[Bounding boxes with keypoints]
<<<<

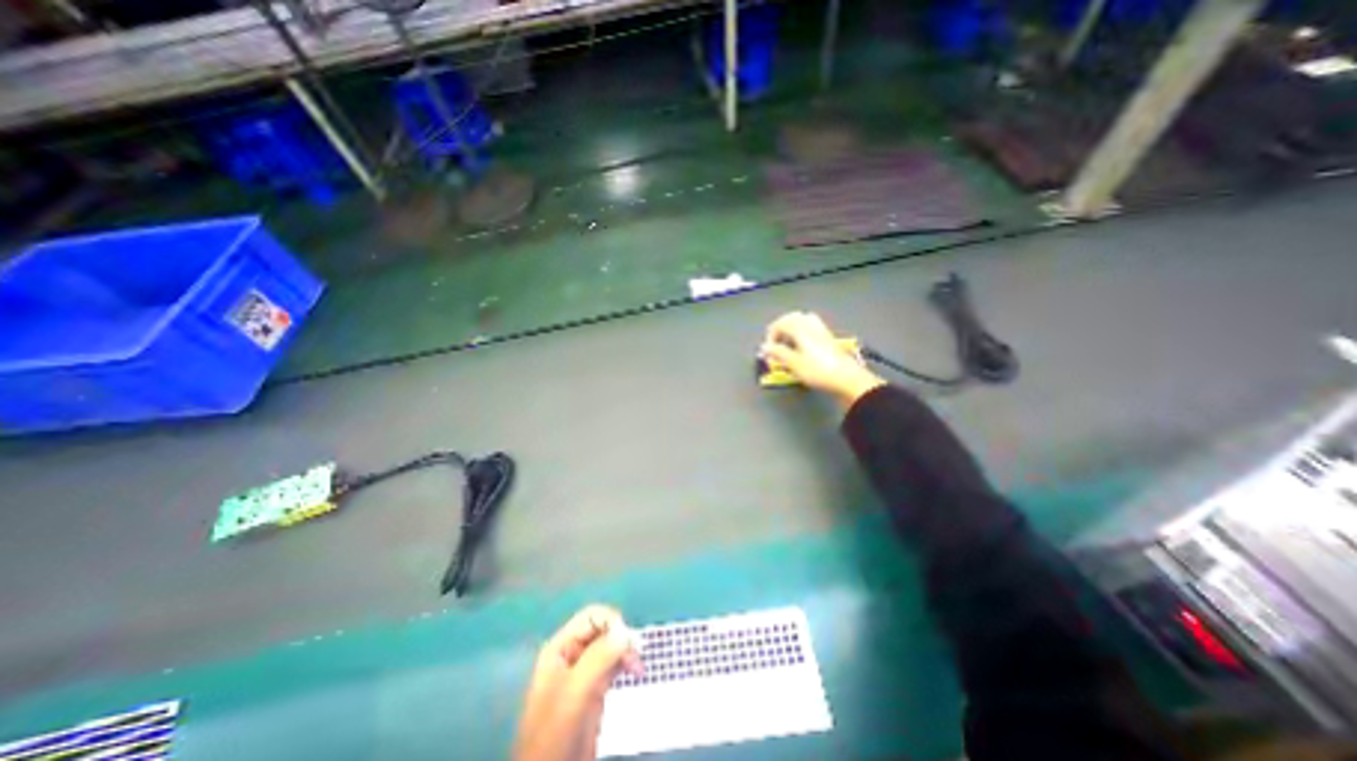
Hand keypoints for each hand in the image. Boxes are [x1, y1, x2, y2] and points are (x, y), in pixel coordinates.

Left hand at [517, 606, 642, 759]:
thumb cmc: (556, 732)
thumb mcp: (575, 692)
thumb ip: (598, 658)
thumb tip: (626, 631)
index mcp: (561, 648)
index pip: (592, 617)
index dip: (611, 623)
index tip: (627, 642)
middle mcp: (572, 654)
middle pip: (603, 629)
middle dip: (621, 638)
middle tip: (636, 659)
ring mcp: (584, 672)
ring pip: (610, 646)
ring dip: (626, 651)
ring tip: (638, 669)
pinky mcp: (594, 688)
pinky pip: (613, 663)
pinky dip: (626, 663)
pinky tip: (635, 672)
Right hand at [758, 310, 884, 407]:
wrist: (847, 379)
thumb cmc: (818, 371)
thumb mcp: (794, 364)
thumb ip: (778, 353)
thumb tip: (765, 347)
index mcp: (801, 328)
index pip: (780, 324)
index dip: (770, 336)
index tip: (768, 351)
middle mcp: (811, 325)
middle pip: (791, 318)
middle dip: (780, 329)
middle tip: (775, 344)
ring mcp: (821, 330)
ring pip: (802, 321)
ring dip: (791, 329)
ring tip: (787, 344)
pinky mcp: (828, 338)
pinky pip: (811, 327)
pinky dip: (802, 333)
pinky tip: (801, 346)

>>>>

[WORK ORDER]
Count every line of the records above in which the string "thumb" appears. The number alone is to be given.

[RESPONSE BOX]
8